As soon as the line containing "index dip: (567, 540)" appears in the material below, start returning lines exactly, and end with the line containing "wrist: (843, 812)".

* _Provided information_

# # # # # # #

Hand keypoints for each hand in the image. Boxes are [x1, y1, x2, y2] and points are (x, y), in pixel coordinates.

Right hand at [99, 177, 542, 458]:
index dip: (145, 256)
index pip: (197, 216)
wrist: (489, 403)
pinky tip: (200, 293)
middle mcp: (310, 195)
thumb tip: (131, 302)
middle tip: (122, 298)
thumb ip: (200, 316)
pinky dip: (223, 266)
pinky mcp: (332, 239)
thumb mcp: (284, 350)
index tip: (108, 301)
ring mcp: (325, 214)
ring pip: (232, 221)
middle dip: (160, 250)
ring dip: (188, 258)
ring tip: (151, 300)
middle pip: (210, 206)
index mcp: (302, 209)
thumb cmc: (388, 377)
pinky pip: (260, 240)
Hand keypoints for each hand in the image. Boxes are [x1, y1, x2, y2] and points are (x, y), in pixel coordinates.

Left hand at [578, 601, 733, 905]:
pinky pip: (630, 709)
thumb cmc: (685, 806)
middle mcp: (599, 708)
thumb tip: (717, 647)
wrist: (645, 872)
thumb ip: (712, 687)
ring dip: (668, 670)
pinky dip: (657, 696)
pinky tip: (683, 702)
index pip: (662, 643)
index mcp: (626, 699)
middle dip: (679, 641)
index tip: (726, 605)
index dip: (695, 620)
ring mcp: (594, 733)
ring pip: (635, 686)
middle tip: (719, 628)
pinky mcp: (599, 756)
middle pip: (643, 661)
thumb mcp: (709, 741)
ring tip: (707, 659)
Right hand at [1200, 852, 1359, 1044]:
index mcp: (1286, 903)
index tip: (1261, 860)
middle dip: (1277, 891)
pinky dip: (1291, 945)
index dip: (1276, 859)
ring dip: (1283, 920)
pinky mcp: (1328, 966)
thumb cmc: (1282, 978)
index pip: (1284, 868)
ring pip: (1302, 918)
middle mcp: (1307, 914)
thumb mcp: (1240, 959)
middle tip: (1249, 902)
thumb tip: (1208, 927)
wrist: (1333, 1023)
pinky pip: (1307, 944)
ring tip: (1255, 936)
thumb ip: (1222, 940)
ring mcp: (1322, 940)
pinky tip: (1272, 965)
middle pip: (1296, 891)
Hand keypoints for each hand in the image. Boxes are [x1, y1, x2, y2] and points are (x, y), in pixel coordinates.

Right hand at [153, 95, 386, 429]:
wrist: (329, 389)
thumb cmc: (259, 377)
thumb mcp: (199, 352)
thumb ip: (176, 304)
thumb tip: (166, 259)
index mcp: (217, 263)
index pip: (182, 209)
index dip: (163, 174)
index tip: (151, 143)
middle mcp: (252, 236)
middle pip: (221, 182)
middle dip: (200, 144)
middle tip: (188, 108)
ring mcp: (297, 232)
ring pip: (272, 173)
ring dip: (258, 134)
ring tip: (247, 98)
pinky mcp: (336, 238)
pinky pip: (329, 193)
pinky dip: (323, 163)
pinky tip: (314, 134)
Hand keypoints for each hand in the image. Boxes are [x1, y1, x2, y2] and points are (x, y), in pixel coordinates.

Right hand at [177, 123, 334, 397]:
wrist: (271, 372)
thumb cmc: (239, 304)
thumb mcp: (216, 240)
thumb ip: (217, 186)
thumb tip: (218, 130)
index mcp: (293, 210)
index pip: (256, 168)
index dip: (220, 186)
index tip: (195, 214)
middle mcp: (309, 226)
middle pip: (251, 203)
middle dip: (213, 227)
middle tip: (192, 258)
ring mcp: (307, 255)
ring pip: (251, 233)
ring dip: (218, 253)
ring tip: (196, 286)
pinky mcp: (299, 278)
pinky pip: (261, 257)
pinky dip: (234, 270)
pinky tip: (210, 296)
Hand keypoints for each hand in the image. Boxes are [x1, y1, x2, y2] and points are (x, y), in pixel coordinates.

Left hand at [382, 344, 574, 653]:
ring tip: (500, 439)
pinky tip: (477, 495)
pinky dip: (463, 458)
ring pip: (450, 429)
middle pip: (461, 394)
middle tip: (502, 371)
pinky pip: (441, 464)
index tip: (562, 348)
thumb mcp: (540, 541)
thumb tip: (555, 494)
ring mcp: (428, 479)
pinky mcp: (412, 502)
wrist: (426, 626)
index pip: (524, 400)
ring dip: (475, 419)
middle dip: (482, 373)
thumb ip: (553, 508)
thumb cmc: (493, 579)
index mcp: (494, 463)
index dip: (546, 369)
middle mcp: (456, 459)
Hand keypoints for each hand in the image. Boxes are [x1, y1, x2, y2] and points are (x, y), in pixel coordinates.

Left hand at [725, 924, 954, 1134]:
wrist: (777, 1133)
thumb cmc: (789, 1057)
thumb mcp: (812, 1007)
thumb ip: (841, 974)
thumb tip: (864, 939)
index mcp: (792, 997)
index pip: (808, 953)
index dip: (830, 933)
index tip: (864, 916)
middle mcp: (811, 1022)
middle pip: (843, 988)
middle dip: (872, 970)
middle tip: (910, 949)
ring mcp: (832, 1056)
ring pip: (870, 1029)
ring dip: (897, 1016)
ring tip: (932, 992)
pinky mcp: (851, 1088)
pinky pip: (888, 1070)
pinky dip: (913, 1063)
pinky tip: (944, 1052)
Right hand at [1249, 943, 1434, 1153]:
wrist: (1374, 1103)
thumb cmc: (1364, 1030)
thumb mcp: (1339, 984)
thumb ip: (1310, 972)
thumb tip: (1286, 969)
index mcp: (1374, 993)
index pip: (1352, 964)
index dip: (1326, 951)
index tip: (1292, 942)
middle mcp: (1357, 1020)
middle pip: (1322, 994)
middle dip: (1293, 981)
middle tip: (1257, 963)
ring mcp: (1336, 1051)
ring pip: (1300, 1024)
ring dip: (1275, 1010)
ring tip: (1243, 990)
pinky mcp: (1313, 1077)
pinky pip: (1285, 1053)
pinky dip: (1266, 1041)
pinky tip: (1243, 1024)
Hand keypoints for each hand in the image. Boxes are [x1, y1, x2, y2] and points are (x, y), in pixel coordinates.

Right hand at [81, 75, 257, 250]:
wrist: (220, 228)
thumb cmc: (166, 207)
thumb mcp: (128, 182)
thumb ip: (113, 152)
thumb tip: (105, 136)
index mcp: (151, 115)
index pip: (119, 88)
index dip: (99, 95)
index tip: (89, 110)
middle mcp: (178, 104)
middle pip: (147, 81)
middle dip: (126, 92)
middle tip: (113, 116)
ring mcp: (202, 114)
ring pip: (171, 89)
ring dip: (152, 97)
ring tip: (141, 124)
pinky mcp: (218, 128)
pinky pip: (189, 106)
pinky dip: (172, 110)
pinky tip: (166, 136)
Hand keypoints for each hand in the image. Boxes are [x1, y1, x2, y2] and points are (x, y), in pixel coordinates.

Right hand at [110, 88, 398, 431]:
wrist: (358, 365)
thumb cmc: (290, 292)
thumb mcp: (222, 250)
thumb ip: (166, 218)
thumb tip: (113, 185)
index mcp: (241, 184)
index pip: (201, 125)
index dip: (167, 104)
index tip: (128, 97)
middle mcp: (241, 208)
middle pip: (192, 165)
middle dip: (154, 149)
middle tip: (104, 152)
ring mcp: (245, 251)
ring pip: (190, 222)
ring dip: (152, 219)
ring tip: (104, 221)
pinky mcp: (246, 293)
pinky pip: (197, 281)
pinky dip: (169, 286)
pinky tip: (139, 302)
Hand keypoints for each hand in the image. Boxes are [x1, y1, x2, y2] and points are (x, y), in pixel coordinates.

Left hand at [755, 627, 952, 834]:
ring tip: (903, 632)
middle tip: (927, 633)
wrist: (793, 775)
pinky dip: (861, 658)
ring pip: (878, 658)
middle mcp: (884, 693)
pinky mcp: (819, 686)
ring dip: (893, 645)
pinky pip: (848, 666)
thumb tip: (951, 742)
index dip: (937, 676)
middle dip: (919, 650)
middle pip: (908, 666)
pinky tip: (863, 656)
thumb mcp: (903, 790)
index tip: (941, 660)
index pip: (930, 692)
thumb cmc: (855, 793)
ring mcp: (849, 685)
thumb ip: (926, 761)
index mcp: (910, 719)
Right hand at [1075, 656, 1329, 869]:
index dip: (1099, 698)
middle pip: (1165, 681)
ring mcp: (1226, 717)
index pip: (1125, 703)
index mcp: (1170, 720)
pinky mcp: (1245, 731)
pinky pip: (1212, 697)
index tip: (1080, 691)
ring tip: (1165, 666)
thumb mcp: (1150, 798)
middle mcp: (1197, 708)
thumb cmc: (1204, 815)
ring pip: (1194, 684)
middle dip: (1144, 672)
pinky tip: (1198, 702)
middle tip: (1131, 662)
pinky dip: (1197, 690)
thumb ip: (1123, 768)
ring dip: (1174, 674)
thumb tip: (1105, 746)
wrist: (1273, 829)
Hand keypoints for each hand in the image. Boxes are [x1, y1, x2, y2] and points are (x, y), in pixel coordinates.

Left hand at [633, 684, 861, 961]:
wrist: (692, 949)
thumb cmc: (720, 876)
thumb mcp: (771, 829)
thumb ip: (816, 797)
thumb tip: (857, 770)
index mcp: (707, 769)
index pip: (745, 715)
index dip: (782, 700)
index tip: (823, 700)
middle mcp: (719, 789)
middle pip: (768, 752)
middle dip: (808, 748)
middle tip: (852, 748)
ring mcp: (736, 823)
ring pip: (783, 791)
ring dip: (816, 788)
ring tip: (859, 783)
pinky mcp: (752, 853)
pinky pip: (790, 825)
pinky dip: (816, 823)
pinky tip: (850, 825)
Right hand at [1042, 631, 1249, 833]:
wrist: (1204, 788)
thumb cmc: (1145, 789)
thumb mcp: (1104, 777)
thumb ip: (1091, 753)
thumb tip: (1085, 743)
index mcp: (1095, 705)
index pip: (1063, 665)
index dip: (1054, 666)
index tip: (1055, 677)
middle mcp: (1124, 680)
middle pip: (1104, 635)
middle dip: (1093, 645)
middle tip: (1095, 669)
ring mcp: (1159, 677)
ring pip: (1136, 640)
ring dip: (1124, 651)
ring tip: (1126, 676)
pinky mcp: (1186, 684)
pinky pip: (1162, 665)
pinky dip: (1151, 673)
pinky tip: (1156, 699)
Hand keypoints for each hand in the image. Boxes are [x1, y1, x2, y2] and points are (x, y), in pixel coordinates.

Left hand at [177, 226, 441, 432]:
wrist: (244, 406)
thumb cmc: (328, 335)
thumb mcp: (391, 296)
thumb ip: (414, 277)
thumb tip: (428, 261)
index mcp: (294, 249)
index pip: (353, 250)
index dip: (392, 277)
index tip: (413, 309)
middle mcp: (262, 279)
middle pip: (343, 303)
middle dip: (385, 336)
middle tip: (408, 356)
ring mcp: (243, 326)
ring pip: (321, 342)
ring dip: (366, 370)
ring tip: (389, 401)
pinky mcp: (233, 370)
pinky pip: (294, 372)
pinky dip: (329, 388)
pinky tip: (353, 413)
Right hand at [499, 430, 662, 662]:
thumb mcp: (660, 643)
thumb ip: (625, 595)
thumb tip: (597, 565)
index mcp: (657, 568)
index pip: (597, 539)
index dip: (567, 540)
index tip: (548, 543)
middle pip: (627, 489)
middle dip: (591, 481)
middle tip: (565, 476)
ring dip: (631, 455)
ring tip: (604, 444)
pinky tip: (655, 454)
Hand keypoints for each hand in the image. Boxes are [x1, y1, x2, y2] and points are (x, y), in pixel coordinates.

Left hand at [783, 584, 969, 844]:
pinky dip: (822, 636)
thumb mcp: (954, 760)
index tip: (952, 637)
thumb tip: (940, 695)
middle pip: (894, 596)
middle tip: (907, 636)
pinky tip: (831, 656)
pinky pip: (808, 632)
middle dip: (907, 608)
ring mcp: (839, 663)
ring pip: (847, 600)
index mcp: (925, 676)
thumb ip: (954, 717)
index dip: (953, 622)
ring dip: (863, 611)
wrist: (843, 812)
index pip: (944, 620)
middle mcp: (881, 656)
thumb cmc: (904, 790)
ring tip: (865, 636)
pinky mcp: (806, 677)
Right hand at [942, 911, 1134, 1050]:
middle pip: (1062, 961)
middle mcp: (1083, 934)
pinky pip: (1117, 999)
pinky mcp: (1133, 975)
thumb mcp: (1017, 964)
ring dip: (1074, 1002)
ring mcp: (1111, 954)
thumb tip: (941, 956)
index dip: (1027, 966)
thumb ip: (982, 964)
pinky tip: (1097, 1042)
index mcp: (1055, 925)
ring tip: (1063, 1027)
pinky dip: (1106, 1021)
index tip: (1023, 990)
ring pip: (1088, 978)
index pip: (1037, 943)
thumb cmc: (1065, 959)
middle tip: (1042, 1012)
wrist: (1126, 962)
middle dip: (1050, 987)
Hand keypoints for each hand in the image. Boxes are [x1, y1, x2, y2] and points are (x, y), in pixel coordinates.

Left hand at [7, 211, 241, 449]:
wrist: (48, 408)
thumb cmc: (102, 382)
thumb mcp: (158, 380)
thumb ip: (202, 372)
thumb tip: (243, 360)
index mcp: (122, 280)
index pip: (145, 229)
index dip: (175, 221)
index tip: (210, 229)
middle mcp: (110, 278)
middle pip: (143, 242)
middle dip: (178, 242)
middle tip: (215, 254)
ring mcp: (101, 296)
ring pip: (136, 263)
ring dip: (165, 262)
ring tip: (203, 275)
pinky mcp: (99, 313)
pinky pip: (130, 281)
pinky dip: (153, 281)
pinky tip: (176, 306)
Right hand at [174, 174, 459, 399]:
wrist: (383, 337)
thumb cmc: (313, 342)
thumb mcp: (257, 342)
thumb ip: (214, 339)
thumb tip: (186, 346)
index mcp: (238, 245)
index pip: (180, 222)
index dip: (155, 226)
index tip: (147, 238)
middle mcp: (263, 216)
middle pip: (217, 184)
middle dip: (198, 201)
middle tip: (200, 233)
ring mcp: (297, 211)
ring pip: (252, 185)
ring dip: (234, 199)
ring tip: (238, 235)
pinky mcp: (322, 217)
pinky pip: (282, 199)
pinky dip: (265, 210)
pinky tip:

# # # # # # #

* _Answer to this problem_
index dip: (567, 540)
index tip: (548, 543)
middle pip: (627, 489)
middle dip: (591, 481)
middle tip: (565, 476)
ring dip: (631, 455)
ring tip: (604, 444)
pinky tip: (655, 454)
Hand keypoints for each hand in the image. Boxes are [x1, y1, x2, y2] and points are (x, y), in pixel coordinates.

Left hand at [783, 584, 969, 844]:
pinky dip: (822, 636)
thumb mcp: (954, 760)
index tip: (952, 637)
thumb tip: (940, 695)
middle pip: (894, 596)
middle tip: (907, 636)
pinky tip: (831, 656)
pinky pip: (808, 632)
middle dip: (907, 608)
ring mcp: (839, 663)
ring pip: (847, 600)
index mcp: (925, 676)
thumb ip: (954, 717)
index dip: (953, 622)
ring dip: (863, 611)
wrist: (843, 812)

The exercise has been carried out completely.